WORK TO BE COMPLETED: Determine the number of lines in the data below that hold "hand"; give nothing but that number.

##### DATA TO PROCESS

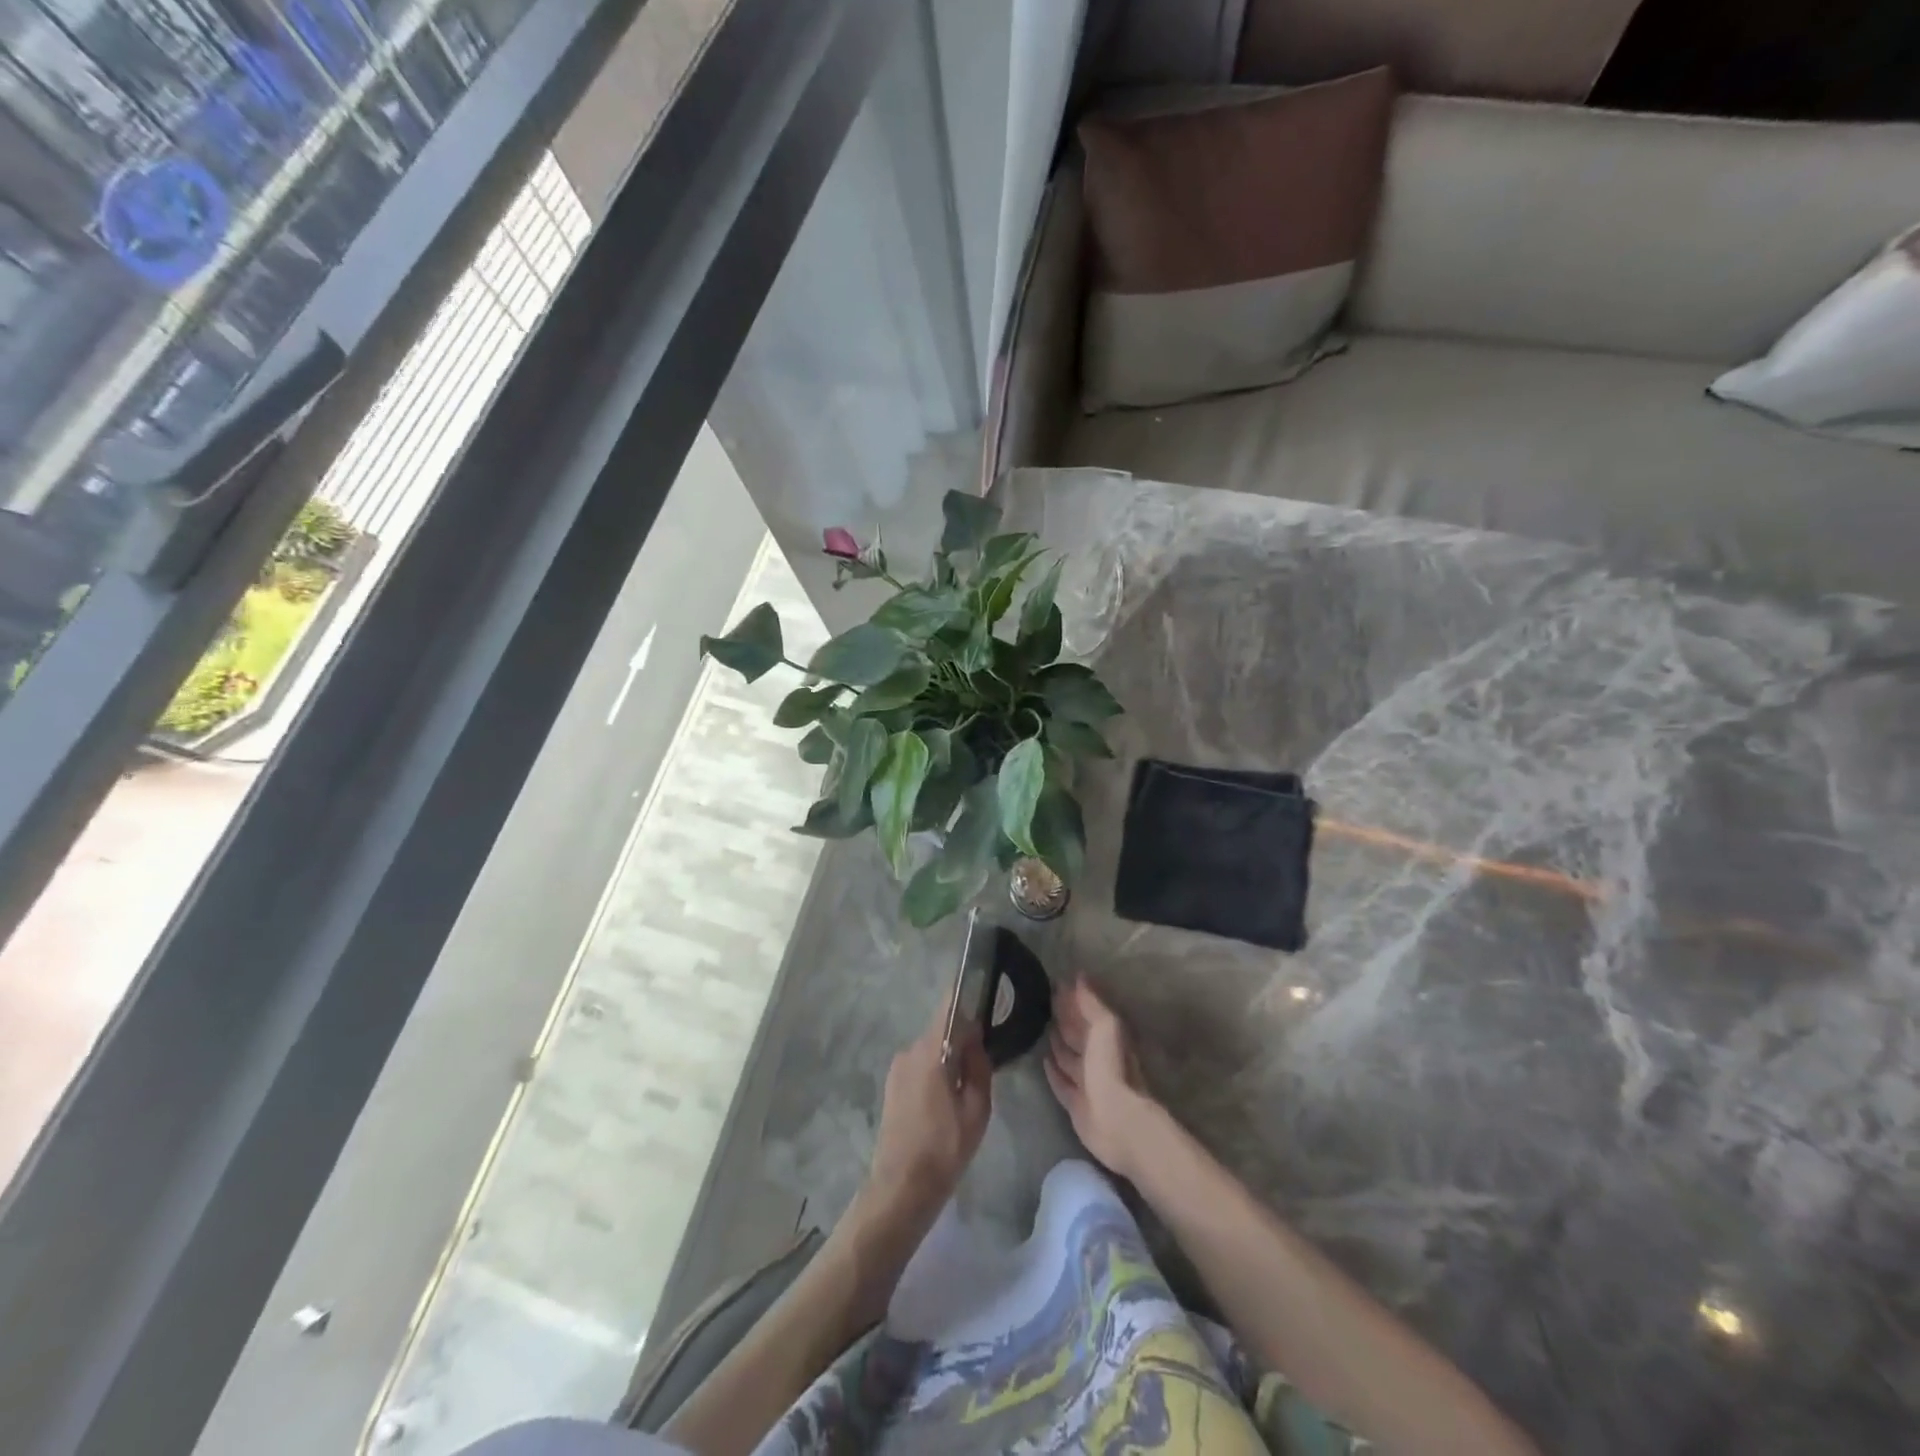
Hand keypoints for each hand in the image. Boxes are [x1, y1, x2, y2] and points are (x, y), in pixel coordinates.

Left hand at [857, 996, 993, 1232]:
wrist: (901, 1187)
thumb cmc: (944, 1149)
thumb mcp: (977, 1110)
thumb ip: (979, 1068)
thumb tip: (977, 1041)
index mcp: (931, 1051)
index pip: (949, 1007)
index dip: (967, 995)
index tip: (984, 990)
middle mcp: (910, 1051)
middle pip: (942, 1030)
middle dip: (963, 1038)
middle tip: (985, 1059)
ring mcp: (898, 1068)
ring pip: (932, 1050)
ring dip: (949, 1058)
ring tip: (967, 1088)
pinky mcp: (893, 1085)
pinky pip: (921, 1065)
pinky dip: (936, 1071)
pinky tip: (947, 1100)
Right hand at [1045, 979, 1166, 1181]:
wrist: (1115, 1120)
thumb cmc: (1111, 1068)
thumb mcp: (1105, 1026)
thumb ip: (1092, 1003)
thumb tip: (1079, 976)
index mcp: (1108, 1038)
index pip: (1087, 1013)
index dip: (1074, 999)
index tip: (1056, 984)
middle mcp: (1098, 1058)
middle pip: (1078, 1034)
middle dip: (1064, 1019)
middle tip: (1043, 1003)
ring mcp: (1087, 1081)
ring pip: (1068, 1058)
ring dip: (1057, 1044)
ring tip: (1041, 1027)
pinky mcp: (1076, 1103)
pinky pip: (1061, 1082)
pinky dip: (1053, 1072)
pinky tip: (1043, 1061)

##########

TASK RESULT: 3